=== What is expected ===
Go through the data below and work out how many lines contain "شارع"; the answer is the number alone.

=== Excerpted records ===

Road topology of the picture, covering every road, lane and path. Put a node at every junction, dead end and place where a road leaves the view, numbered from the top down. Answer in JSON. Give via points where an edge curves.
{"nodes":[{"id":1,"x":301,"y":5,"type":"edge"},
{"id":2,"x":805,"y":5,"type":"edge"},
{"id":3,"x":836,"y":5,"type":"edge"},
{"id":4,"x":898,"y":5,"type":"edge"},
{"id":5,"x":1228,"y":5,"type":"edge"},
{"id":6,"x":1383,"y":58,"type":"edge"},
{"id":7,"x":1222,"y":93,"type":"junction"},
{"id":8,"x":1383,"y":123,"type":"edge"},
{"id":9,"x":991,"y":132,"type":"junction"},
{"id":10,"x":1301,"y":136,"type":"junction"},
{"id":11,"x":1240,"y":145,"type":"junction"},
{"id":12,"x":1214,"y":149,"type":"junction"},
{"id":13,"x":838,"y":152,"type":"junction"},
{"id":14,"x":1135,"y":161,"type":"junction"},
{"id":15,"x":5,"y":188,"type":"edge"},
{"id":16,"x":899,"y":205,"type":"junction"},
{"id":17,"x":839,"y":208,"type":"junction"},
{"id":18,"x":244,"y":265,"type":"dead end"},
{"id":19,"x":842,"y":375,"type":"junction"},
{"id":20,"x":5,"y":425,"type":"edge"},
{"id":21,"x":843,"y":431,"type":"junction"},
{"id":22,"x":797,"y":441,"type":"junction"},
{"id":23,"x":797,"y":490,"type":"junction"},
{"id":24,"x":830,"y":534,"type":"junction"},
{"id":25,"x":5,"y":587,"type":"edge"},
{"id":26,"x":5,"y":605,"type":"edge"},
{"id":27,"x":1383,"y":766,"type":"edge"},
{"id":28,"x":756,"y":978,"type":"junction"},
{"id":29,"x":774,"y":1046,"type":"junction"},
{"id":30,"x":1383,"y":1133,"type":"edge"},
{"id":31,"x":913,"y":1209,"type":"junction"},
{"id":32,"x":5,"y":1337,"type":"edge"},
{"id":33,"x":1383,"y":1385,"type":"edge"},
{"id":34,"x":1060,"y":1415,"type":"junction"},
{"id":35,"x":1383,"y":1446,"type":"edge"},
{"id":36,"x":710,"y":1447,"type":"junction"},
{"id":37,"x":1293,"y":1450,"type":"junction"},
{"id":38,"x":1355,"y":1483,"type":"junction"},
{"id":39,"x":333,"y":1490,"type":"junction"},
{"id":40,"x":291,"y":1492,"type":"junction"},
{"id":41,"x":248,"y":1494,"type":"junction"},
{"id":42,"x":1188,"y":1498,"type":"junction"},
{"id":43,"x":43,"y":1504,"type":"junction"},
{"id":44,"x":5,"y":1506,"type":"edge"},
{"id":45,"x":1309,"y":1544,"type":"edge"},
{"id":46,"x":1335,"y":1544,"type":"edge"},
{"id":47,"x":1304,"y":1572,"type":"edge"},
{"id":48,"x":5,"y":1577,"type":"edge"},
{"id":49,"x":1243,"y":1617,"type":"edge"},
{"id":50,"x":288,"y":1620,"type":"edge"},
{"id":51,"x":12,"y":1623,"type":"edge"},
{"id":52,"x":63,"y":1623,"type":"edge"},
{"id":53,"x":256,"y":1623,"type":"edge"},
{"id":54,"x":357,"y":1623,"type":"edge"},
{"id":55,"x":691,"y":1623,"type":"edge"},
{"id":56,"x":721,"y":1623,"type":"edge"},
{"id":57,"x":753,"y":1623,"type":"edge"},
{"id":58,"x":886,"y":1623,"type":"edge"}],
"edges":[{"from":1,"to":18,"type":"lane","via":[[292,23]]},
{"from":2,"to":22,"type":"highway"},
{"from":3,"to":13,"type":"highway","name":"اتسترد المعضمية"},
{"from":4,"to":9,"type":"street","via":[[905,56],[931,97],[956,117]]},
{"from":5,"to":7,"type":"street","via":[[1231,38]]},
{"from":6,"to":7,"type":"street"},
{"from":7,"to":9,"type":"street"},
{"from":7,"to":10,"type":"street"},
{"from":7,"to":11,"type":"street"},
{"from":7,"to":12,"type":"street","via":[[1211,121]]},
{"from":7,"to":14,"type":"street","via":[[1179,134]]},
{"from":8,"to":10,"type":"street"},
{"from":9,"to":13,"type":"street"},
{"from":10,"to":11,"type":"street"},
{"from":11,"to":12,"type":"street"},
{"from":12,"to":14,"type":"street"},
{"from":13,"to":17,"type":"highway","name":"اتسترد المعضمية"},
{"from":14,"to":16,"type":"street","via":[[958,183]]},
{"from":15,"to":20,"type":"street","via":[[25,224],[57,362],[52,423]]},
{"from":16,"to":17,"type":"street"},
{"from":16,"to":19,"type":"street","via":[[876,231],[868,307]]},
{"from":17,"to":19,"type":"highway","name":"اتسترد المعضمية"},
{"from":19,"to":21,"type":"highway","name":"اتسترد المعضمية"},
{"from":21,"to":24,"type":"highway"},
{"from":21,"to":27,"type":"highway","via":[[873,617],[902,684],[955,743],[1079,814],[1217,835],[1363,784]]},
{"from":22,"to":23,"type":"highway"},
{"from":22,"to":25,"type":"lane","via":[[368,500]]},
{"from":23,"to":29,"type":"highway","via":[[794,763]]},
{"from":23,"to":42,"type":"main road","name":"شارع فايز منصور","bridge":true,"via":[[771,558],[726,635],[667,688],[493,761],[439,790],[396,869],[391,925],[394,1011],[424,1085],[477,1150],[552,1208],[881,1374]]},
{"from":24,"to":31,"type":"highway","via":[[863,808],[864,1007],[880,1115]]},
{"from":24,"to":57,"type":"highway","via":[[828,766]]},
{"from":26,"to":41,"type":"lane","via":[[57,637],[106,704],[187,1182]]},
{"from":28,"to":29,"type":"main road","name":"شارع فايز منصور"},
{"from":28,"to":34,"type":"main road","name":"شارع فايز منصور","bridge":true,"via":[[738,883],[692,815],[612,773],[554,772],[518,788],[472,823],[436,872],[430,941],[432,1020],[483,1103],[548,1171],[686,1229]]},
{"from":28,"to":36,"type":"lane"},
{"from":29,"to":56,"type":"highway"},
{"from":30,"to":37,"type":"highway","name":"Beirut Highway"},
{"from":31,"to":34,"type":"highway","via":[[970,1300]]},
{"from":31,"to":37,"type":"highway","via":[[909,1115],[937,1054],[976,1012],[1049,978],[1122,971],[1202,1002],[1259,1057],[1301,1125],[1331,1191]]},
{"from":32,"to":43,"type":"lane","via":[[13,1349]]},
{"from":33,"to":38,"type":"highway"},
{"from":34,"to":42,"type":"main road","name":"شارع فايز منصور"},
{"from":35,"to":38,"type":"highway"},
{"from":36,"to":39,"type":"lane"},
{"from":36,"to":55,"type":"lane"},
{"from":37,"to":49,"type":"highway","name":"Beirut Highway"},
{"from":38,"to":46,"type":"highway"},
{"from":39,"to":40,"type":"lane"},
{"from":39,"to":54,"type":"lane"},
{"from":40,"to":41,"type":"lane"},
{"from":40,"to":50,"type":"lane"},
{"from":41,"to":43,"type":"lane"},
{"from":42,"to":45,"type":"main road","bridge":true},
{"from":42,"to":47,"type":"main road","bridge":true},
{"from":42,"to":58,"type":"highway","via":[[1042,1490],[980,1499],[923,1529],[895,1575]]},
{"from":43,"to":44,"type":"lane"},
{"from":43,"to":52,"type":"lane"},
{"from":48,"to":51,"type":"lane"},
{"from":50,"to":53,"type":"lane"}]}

=== Task result ===
4